Your objective: Produce a faithful copy of every record below, without the pictures.

*** Data for analysis Section Begins ***

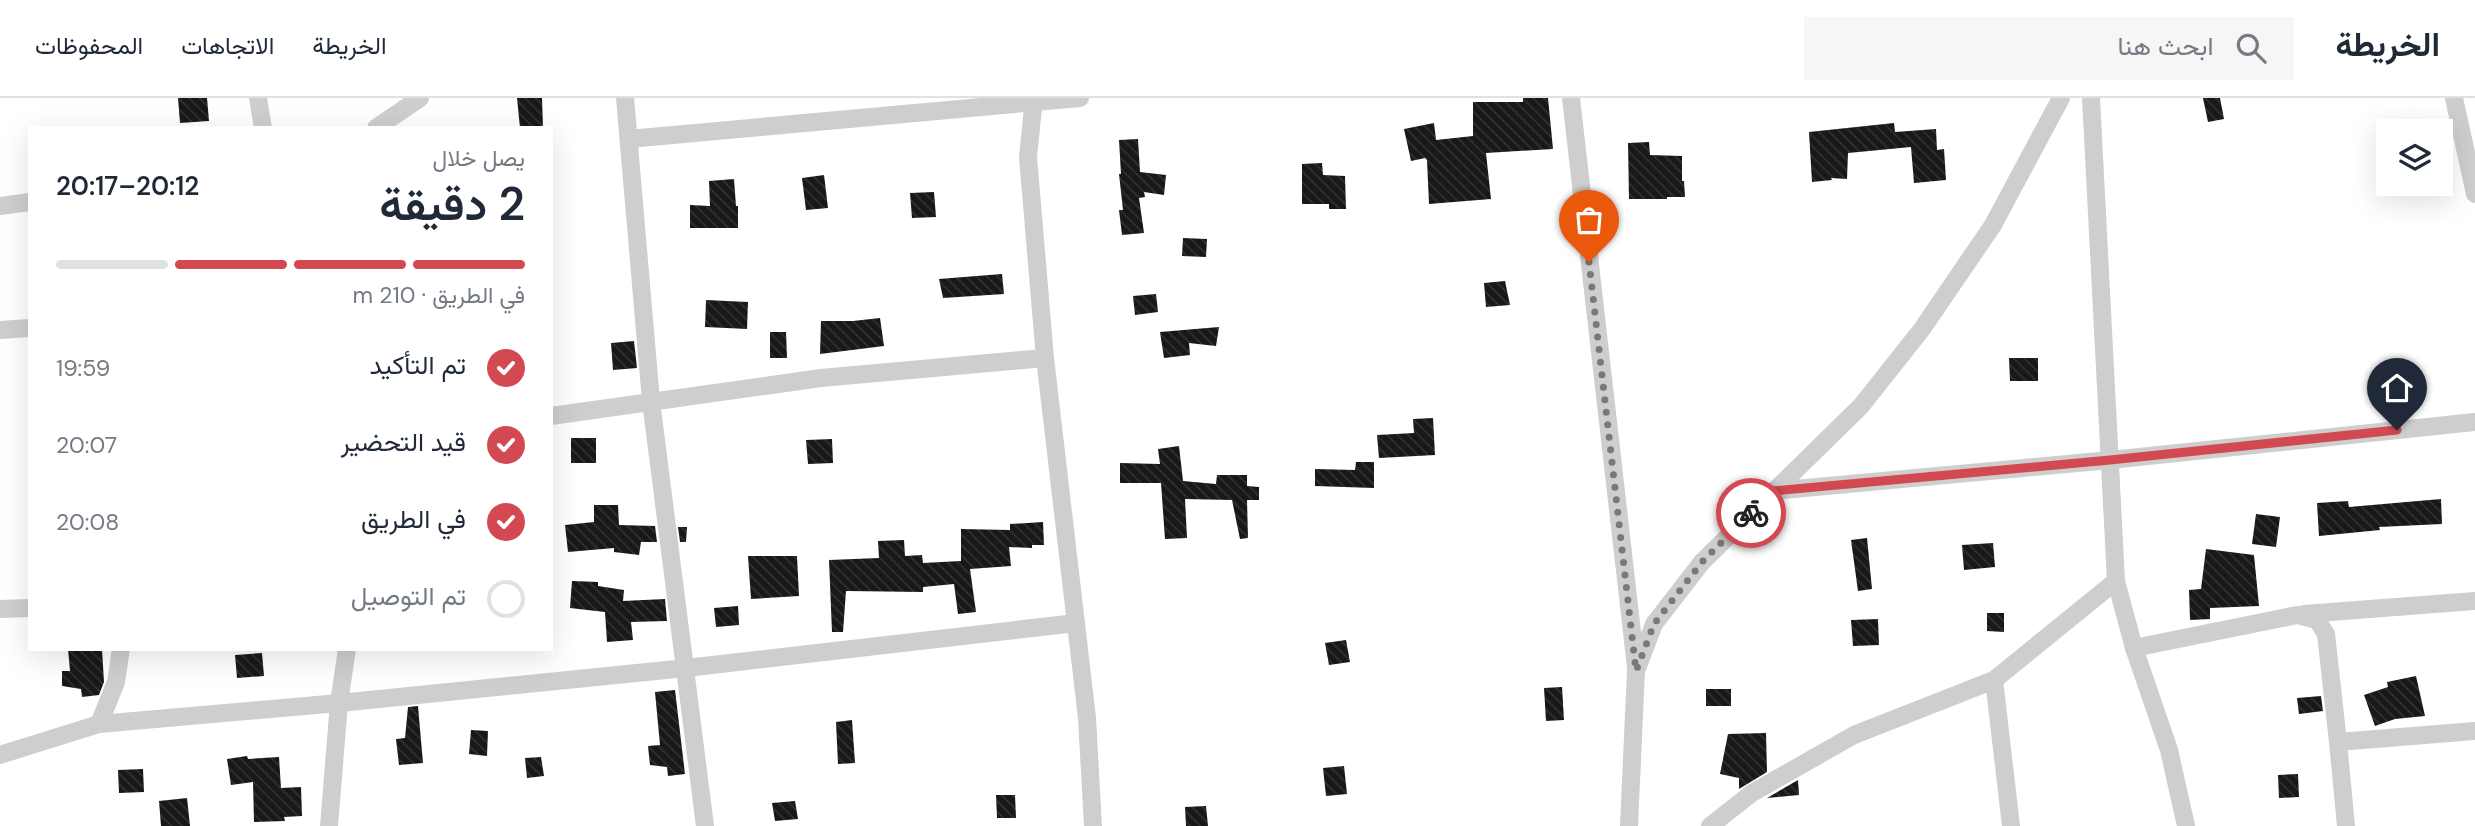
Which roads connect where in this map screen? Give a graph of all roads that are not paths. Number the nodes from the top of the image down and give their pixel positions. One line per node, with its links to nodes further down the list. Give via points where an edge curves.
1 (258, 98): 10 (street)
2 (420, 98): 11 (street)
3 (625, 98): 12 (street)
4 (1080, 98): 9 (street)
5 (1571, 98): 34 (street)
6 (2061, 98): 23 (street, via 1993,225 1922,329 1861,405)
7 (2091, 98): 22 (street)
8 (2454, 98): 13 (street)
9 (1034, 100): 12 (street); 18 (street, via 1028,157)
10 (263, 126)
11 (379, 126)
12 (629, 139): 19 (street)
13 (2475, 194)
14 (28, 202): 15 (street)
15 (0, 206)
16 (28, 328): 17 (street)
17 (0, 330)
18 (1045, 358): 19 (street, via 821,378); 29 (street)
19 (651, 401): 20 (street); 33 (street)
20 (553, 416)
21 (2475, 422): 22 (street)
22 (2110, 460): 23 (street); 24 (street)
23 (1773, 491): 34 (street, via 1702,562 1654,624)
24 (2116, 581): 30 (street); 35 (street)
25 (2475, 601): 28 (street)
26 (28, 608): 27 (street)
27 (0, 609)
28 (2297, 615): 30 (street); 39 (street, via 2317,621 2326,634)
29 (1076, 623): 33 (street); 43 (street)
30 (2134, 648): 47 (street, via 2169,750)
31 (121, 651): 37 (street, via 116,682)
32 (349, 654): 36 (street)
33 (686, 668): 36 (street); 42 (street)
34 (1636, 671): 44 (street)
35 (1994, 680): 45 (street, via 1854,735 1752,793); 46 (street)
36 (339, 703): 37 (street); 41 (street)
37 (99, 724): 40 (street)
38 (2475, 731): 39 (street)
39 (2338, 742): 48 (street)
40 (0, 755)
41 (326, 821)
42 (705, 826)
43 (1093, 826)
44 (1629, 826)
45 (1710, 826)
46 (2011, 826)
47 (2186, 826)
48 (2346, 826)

*** Data for analysis Section Ends ***

Answer below:
Which roads connect where in this map screen? Give a graph of all roads that are not paths. Number the nodes from the top of the image down and give their pixel positions. One line per node, with its links to nodes further down the list. Give via points where an edge curves.
1 (258, 98): 10 (street)
2 (420, 98): 11 (street)
3 (625, 98): 12 (street)
4 (1080, 98): 9 (street)
5 (1571, 98): 34 (street)
6 (2061, 98): 23 (street, via 1993,225 1922,329 1861,405)
7 (2091, 98): 22 (street)
8 (2454, 98): 13 (street)
9 (1034, 100): 12 (street); 18 (street, via 1028,157)
10 (263, 126)
11 (379, 126)
12 (629, 139): 19 (street)
13 (2475, 194)
14 (28, 202): 15 (street)
15 (0, 206)
16 (28, 328): 17 (street)
17 (0, 330)
18 (1045, 358): 19 (street, via 821,378); 29 (street)
19 (651, 401): 20 (street); 33 (street)
20 (553, 416)
21 (2475, 422): 22 (street)
22 (2110, 460): 23 (street); 24 (street)
23 (1773, 491): 34 (street, via 1702,562 1654,624)
24 (2116, 581): 30 (street); 35 (street)
25 (2475, 601): 28 (street)
26 (28, 608): 27 (street)
27 (0, 609)
28 (2297, 615): 30 (street); 39 (street, via 2317,621 2326,634)
29 (1076, 623): 33 (street); 43 (street)
30 (2134, 648): 47 (street, via 2169,750)
31 (121, 651): 37 (street, via 116,682)
32 (349, 654): 36 (street)
33 (686, 668): 36 (street); 42 (street)
34 (1636, 671): 44 (street)
35 (1994, 680): 45 (street, via 1854,735 1752,793); 46 (street)
36 (339, 703): 37 (street); 41 (street)
37 (99, 724): 40 (street)
38 (2475, 731): 39 (street)
39 (2338, 742): 48 (street)
40 (0, 755)
41 (326, 821)
42 (705, 826)
43 (1093, 826)
44 (1629, 826)
45 (1710, 826)
46 (2011, 826)
47 (2186, 826)
48 (2346, 826)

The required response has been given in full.